The most important aspect of recognizing World Suicide Prevention Day is acknowledging that you’re not alone. This day brings together people who have struggled and gives them an outlet to connect with others who understand what they’re going through. It’s a network of strength amongst those who have difficulty finding it on their own. It’s a message that it’s okay not to be okay, but it’s important to understand that things get better. Life doesn’t necessarily get easier, but you get stronger with time and experience. Choosing to keep living when every fiber of your being doesn’t want to, is one of the strongest decisions a person can make.
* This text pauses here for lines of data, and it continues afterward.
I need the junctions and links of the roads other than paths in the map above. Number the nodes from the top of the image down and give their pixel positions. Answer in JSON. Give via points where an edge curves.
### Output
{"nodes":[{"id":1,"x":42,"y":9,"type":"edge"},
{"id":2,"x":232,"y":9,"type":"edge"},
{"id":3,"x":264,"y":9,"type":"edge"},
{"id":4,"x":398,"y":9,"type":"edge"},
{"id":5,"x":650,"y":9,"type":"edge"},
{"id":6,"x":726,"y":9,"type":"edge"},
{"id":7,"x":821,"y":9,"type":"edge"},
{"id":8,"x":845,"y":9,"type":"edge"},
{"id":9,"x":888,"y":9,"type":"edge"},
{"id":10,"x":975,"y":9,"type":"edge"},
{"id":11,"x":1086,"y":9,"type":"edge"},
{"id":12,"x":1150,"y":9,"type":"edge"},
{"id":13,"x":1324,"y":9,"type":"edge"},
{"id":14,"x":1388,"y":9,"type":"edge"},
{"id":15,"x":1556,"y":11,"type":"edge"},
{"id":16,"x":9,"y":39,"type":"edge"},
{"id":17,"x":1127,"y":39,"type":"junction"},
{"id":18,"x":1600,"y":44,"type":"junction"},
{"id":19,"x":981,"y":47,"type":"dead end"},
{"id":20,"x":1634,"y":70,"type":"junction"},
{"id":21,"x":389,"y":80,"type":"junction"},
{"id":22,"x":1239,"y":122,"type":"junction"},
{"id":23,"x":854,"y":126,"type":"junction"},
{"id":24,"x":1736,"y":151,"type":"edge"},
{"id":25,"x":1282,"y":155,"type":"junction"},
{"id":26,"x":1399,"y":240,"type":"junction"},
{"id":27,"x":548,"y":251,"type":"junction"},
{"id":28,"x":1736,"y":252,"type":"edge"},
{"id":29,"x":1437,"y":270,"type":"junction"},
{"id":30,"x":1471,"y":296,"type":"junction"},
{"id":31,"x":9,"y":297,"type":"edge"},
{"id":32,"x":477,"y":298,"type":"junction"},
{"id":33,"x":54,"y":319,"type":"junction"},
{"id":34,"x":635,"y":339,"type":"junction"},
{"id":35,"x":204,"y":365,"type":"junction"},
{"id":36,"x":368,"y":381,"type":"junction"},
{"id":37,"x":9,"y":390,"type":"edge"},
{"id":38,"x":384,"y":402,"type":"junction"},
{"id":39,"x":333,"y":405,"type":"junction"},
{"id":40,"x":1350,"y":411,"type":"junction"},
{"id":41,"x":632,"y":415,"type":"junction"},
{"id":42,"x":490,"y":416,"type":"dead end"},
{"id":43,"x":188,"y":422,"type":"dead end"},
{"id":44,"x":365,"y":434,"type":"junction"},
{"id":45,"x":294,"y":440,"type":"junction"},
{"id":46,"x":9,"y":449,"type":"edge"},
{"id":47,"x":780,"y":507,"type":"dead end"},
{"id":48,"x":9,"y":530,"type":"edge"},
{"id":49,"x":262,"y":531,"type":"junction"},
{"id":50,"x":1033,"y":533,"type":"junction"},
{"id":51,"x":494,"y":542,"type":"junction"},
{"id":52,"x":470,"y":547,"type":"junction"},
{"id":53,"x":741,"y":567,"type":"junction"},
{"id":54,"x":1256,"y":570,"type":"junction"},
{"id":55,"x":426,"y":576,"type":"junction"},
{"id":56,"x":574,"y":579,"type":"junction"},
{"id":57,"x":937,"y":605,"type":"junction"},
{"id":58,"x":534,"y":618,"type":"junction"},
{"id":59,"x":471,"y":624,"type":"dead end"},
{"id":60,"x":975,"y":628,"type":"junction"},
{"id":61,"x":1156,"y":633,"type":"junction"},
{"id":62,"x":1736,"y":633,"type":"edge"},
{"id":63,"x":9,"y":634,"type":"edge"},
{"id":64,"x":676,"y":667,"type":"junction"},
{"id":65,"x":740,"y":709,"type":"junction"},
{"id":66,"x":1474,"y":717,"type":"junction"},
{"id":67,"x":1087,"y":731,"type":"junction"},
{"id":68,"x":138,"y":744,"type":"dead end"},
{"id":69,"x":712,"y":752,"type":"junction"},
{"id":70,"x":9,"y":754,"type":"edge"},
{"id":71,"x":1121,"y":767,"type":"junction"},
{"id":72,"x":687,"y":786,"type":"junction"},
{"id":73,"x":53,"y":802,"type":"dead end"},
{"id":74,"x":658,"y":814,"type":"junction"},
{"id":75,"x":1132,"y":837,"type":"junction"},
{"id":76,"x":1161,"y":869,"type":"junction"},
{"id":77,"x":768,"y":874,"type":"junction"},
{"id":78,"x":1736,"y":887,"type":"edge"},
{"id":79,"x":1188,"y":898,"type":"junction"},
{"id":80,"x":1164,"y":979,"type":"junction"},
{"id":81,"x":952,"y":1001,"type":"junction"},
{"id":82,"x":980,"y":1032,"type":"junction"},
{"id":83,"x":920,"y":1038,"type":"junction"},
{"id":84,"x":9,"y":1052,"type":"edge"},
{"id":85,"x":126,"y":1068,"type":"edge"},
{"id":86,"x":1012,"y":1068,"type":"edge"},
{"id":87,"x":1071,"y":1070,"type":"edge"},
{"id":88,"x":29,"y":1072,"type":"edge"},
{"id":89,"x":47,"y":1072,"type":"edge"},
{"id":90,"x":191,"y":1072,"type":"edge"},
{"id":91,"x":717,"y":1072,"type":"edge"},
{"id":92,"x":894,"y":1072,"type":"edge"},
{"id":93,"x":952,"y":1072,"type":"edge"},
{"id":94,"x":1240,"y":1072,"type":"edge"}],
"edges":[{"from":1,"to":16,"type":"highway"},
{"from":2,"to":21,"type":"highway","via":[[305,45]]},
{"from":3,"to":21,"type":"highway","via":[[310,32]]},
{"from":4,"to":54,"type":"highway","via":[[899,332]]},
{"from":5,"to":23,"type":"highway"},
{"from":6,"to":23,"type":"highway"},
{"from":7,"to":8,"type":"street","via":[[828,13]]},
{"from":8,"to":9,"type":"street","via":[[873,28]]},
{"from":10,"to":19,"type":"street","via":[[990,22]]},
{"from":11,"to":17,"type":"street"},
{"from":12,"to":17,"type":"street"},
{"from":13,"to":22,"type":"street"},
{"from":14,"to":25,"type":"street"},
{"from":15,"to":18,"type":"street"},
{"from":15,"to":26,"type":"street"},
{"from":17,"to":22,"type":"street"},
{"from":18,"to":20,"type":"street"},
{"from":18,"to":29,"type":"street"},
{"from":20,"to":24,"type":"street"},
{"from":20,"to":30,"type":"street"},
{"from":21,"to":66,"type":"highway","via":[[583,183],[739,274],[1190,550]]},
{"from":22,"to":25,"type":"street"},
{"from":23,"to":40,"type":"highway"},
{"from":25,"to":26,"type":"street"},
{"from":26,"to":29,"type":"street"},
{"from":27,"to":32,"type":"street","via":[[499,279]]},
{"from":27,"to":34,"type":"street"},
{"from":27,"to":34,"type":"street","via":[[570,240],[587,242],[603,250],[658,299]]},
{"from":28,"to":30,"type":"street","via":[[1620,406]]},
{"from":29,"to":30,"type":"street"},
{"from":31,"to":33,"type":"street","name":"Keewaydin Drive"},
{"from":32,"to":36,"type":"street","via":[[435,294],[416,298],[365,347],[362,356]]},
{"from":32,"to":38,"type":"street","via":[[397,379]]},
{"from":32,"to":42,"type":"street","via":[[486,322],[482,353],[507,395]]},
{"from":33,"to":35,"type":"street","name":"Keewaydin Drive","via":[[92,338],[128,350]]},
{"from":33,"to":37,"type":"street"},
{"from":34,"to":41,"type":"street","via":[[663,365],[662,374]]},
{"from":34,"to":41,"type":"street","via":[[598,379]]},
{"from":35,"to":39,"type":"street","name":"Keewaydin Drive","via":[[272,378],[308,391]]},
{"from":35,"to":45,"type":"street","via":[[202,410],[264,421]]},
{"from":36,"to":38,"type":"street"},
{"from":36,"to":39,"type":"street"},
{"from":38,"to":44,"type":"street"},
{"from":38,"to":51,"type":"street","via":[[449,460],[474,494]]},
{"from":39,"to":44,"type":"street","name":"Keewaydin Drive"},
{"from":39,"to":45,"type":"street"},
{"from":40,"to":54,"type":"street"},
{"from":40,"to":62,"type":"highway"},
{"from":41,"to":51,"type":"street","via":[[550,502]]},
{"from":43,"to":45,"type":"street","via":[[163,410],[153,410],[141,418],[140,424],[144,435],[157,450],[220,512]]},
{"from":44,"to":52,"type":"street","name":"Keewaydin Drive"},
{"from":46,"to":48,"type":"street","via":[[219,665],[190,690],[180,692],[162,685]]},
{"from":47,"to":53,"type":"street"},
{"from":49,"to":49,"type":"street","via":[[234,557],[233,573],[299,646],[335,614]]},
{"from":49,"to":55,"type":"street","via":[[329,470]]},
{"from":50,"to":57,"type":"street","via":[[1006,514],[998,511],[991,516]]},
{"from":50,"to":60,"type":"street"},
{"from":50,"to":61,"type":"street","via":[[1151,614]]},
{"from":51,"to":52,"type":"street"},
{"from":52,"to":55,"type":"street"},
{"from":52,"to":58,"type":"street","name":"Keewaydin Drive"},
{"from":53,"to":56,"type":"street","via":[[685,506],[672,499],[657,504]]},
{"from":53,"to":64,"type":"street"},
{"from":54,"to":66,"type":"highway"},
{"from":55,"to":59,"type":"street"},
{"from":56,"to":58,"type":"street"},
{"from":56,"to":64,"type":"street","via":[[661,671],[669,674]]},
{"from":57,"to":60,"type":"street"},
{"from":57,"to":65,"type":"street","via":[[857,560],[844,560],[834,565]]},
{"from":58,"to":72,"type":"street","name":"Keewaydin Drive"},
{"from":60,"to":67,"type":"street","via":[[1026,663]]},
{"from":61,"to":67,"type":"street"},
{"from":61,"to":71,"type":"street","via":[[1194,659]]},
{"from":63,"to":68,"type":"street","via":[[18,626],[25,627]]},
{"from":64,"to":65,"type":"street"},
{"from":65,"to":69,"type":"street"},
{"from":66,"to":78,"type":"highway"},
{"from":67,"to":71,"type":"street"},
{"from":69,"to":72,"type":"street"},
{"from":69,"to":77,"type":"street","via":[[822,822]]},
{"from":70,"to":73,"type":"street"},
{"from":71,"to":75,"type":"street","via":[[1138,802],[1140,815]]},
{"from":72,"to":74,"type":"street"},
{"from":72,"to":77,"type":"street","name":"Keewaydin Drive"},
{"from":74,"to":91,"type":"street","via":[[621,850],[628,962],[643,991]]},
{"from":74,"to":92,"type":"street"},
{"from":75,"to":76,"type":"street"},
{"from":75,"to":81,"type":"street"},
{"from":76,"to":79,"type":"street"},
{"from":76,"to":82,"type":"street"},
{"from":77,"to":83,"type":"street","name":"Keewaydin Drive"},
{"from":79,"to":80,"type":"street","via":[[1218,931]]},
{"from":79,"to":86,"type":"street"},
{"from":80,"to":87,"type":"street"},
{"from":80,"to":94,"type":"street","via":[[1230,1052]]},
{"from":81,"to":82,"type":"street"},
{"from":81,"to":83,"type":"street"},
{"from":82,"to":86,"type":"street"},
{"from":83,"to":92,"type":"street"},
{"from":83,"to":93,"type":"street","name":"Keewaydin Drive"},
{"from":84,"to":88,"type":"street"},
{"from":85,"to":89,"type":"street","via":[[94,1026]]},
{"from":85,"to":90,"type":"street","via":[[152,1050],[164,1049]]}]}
By the time this article is published, this day will have passed, but its message shouldn’t. Whether it be those who choose to keep living or those who have lost the battle, recognition and support should be expressed universally. The discussion of suicide and mental health needs to be opened. There is no better revelation than knowing it’s OK to express your issues without people passing judgement. It’s not shameful to feel these things and there are so many other people going through the same thing as you.

Those suffering aren’t always obvious about it, so be there for everyone. Make sure the people you love know that they are never alone. Live your life in a way that makes others comfortable enough to be their true selves around you. Be the type of person who passes no judgement and is open to everyone, regardless of their baggage. It’s hard to understand the suffering others go through regardless if you’ve experienced similar issues or not, but it is necessary to stop sweeping mental illness under the rug. It’s real and it affects millions of people. Let’s start talking.

In a world of cliché’s, I have come to find that one will always stand true. It gets better. Don’t make a permanent decision on temporary feelings. Life will surprise you with people and moments that will validate that you are here for a reason.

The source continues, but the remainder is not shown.